Thank you for the opportunity to share and remember who we are. Thank you for the love you extended to that lady who was sad. This is what motherhood is, extending love. And then you shared it with us. How worth treasuring.
My mother died almost two years ago and we always gave her picnics and planned an occasion for her almost forgetting we were mothers ourselves. It was a quiet day for me. I am glad my sons remembered to call me. I have forwarded this post to my sisters. To share it with them. I miss scheduled intimacy. It is an occasion to love.
u made my d clar! thank u for all of this and for sharing it w your sisters. i’d luv to “meet” them too 😉
Sana, I love this post! Yesterday, my hubby cooked for me and some of our church family. I was not happy because I felt he had not been thoughtful of me and I felt the event was centered around his adopted mother-in-law…her food that she liked, and I was a guest. I was recognized and thanked by my hubby, given a beautiful card, a wonderful meal, but I left feeling as the woman of the house, not thought of….hmmmm, i struggled because I asked was I being selfish and unthankful, or was I getting in touch with my true feelings…
Regardless of all of these negative emotions, I am currently pregnant and your statement resounded to me….that I AM STILL ALIVE…WE ARE STILL ALIVE AS A COUPLE. No matter what has happened, God is still alive, and he has given us a new life that I am nurturing, and I must focus on that.
Will I tell my hubby how I feel? Probably not…he’s never prepared a meal like this before and it was quite well done, if I do say so myself (SMILE). So the good thoughts is what my baby needs….I AM STILL ALIVE!
i hear the conflicting emotions. so goes our work in getting friendly w ourselves. u taking care of your own emotions like this, owning them and not giving responsibility for how u feel over to anyone else is really much more friendly to u than otherwise. rock it pregnant lady! 😉
thank u for the link aaron. i went over and enjoyed it for myself. keep on.
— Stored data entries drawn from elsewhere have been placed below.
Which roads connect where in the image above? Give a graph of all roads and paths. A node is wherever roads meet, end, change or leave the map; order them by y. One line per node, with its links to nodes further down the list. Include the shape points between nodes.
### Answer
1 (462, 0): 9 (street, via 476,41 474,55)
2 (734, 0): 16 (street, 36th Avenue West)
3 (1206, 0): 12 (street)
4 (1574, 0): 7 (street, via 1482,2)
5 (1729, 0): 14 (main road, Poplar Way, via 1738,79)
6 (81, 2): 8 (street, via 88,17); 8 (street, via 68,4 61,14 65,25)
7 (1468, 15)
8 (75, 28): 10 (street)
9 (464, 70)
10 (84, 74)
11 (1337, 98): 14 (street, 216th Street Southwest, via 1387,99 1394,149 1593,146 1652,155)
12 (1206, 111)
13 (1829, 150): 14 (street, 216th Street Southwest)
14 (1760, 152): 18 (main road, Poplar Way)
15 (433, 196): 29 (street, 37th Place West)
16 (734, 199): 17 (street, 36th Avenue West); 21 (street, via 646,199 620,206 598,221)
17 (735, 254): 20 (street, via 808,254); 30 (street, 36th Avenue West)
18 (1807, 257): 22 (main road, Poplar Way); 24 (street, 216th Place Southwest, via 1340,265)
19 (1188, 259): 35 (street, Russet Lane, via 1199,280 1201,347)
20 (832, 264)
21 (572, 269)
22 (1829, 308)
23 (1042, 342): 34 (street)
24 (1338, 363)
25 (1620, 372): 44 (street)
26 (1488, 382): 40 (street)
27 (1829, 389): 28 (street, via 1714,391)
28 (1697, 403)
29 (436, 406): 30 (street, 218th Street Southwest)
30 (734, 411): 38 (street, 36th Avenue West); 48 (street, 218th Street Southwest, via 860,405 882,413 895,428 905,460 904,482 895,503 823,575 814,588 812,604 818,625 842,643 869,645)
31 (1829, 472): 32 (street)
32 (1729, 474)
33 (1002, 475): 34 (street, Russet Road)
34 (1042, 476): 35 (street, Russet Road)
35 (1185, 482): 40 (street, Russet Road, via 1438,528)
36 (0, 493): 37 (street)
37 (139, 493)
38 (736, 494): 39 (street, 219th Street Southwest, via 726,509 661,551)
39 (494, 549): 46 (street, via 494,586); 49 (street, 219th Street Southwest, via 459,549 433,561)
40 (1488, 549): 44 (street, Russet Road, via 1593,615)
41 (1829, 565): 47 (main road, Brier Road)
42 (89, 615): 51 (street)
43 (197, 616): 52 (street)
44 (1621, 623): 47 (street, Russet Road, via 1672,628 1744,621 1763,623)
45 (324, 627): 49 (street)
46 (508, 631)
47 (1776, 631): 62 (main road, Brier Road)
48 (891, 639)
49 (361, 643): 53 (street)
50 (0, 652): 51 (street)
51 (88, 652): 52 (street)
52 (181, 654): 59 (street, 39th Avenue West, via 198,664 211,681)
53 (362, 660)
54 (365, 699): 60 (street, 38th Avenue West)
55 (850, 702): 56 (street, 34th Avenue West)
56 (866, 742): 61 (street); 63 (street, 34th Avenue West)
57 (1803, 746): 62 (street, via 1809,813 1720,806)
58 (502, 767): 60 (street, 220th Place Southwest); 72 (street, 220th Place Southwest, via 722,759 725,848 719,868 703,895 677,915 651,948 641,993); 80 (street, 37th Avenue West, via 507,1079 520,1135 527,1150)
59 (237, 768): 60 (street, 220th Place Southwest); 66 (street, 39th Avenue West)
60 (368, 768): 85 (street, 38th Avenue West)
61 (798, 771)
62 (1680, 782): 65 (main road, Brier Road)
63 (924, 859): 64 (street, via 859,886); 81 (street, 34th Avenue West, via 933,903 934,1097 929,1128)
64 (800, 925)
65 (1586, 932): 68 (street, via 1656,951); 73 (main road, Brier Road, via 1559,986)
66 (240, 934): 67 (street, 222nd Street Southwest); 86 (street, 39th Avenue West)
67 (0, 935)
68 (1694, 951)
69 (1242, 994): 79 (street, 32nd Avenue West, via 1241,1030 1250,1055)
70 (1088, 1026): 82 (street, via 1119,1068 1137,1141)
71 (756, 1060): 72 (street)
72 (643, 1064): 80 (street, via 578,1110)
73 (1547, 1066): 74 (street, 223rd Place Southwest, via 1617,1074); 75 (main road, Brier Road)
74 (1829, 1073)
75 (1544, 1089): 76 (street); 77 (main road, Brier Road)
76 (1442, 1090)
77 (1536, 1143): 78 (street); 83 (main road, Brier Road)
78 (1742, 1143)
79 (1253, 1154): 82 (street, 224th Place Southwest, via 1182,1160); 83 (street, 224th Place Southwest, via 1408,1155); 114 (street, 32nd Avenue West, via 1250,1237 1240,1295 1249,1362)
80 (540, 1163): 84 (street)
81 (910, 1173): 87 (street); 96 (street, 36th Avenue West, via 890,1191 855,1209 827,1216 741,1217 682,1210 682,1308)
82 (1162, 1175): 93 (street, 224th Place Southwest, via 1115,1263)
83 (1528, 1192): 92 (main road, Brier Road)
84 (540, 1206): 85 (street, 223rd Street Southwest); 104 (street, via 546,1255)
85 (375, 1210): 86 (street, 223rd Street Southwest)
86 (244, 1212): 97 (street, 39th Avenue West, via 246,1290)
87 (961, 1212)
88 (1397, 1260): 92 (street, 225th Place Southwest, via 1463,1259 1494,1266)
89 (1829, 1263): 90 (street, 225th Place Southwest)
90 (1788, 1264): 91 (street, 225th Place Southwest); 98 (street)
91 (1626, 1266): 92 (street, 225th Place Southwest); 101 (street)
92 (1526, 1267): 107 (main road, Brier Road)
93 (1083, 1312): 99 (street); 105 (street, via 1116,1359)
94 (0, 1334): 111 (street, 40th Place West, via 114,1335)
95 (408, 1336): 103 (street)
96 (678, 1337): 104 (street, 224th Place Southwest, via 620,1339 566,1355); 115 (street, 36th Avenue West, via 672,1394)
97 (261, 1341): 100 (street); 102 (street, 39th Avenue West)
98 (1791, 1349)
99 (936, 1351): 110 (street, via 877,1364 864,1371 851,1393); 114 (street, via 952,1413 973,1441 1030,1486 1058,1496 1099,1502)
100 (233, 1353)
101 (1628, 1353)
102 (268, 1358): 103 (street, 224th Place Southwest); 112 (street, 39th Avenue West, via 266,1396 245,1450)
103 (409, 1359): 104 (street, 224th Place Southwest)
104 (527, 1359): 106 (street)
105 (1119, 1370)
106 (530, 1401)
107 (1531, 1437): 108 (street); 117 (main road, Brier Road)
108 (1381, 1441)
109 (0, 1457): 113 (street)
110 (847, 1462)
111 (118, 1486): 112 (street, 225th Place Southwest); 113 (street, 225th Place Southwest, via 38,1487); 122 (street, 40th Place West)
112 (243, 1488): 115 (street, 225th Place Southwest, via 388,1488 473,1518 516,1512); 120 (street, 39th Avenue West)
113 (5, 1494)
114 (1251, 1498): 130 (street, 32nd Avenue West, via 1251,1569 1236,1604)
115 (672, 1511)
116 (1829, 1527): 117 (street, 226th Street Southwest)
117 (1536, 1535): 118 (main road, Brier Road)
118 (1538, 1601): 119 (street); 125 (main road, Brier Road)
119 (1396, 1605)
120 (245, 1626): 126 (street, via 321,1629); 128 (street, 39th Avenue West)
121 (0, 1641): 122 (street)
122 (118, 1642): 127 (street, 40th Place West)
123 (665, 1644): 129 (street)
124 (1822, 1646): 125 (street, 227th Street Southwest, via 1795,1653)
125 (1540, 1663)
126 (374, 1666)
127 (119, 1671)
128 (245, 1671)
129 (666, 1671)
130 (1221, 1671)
Mother’s Day is not so great for me. When I was 15 I gave birth to a Beautiful baby boy, “David”. About a year later my Father took him away from me, then, since he and my StepMother were older, he gave David to my Sister to raise, after he had promised me I could have him back. Well a few months later David started to call my Sister “Mommy”. She and my Father said it was so he wouldn’t be confused. He knows that I am his “Birth Mom”. Anyway, there I sit EVERY Mother’s Day watching everyone else get cards and presents, pretending that it doesn’t bother me. It was the same this year, only my Sister bought her stepdaughter and her daughter-in-law (who is due with her 1st child), Mother’s day presents. Of course, they made me come in from having a cig. to watch. But of course, good ole Michelle smiled and said how nice. I hate Mother’s Day!!!!!!!!!!!!!!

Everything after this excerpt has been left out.